The company increased the dividend for its fourth quarter through March to 6.6 pence a share and said it would stay at that level in the coming fiscal year. London-based British Land had paid 6.5 pence in the 12 preceding quarters.
“Good results today and confidence about future income” prompted the increase, Chief Executive Officer Chris Grigg said on a conference call today.
Full-year profit excluding one-time items and changes to property values rose 3.9 percent to 265 million pounds ($419 million), or 29.7 pence a share. Net rental income excluding acquisitions gained by 1.5 percent and the company reached agreements with UBS AG, Debenhams Plc and Aon Corp. to lease space in three of its central London office projects.
“British Land is firing on all cylinders,” Jefferies Group Inc. analysts Mike Prew and Robert Duncan said in a note to investors, reiterating their buy rating of the shares.
British Land rose 0.6 percent to 491.4 pence in London trading at 491 pence as of 9:40 a.m. That gives the company a market value of 4.37 billion pounds. The shares have advanced 6.9 percent in the six months through Friday, less than the 11-member FTSE 350 Real Estate Investment Trust Index’s 8.6 percent gain.
The company leased 5 million square feet (465,000 square meters) of space in fiscal 2012, cut vacancies and charged more to renew leases and rent new retail and office space. It also made 371 million pounds of acquisitions, including 17 Virgin Active fitness centers, which generated additional income.
Offices vs Retail
While operating earnings improved, net asset value stagnated in the second half as gains on office developments were matched by a drop in retail property values.
Net asset value rose to 595 pence a share in the company’s fiscal fourth quarter from 593 pence three months earlier, company said in a statement today. Net income for the 12 months through March fell to 480 million pounds from 840 million pounds a year earlier the value of its real estate grew more slowly.
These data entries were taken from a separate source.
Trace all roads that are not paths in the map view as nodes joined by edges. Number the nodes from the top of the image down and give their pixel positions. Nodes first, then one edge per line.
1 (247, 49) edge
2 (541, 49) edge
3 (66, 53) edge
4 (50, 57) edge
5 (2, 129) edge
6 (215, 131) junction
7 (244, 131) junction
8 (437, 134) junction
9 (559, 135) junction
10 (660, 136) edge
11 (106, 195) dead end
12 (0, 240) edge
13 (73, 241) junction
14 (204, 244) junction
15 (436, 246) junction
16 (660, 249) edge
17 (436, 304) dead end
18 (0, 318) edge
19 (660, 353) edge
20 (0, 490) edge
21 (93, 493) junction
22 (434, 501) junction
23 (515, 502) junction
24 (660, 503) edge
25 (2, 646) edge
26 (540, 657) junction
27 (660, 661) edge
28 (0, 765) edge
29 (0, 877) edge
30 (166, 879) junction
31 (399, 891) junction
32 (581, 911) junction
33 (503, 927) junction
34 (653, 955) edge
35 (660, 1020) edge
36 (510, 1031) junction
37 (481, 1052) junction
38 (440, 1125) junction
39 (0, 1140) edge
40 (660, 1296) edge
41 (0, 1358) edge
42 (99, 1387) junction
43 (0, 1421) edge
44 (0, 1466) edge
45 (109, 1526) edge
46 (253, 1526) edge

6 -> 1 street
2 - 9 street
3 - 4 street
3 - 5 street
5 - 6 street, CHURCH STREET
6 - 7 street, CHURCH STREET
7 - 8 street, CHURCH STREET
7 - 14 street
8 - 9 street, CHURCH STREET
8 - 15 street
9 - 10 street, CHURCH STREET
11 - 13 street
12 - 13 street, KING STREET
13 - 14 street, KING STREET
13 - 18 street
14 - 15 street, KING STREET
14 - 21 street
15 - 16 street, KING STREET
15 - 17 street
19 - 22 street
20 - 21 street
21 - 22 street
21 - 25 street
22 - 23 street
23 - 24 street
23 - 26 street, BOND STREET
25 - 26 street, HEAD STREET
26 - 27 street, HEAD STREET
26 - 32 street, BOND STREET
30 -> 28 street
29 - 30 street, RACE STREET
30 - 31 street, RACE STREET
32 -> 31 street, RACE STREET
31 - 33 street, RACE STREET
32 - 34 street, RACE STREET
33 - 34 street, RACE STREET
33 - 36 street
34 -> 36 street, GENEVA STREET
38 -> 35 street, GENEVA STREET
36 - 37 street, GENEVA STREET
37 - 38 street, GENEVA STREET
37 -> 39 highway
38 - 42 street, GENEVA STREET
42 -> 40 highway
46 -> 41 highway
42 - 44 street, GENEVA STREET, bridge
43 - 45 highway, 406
Britain entered a double dip recession in the first quarter, making it harder for landlords to demand higher rents and leading appraisers to lower the estimated values of shopping centers. That was partly offset by rising values for office developments in central London, where British Land plans to build 2.2 million square feet of space through 2014.
Retail makes up 61 percent of British Land’s real estate. Big-box retail warehouses depreciated by 0.7 percent and shopping centers by 0.6 percent in the second half of the company’s financial year, reducing the value of British Land’s retail assets to 6.32 billion pounds, the company said today.
Offices appreciated by 2.1 percent in the fiscal second half, the company said.
Net debt fell to 4.88 billion pounds from 4.91 billion pounds three months earlier. Debt represented 45.3 percent of the value of British Land’s real estate, from 45.6 percent at the end of December.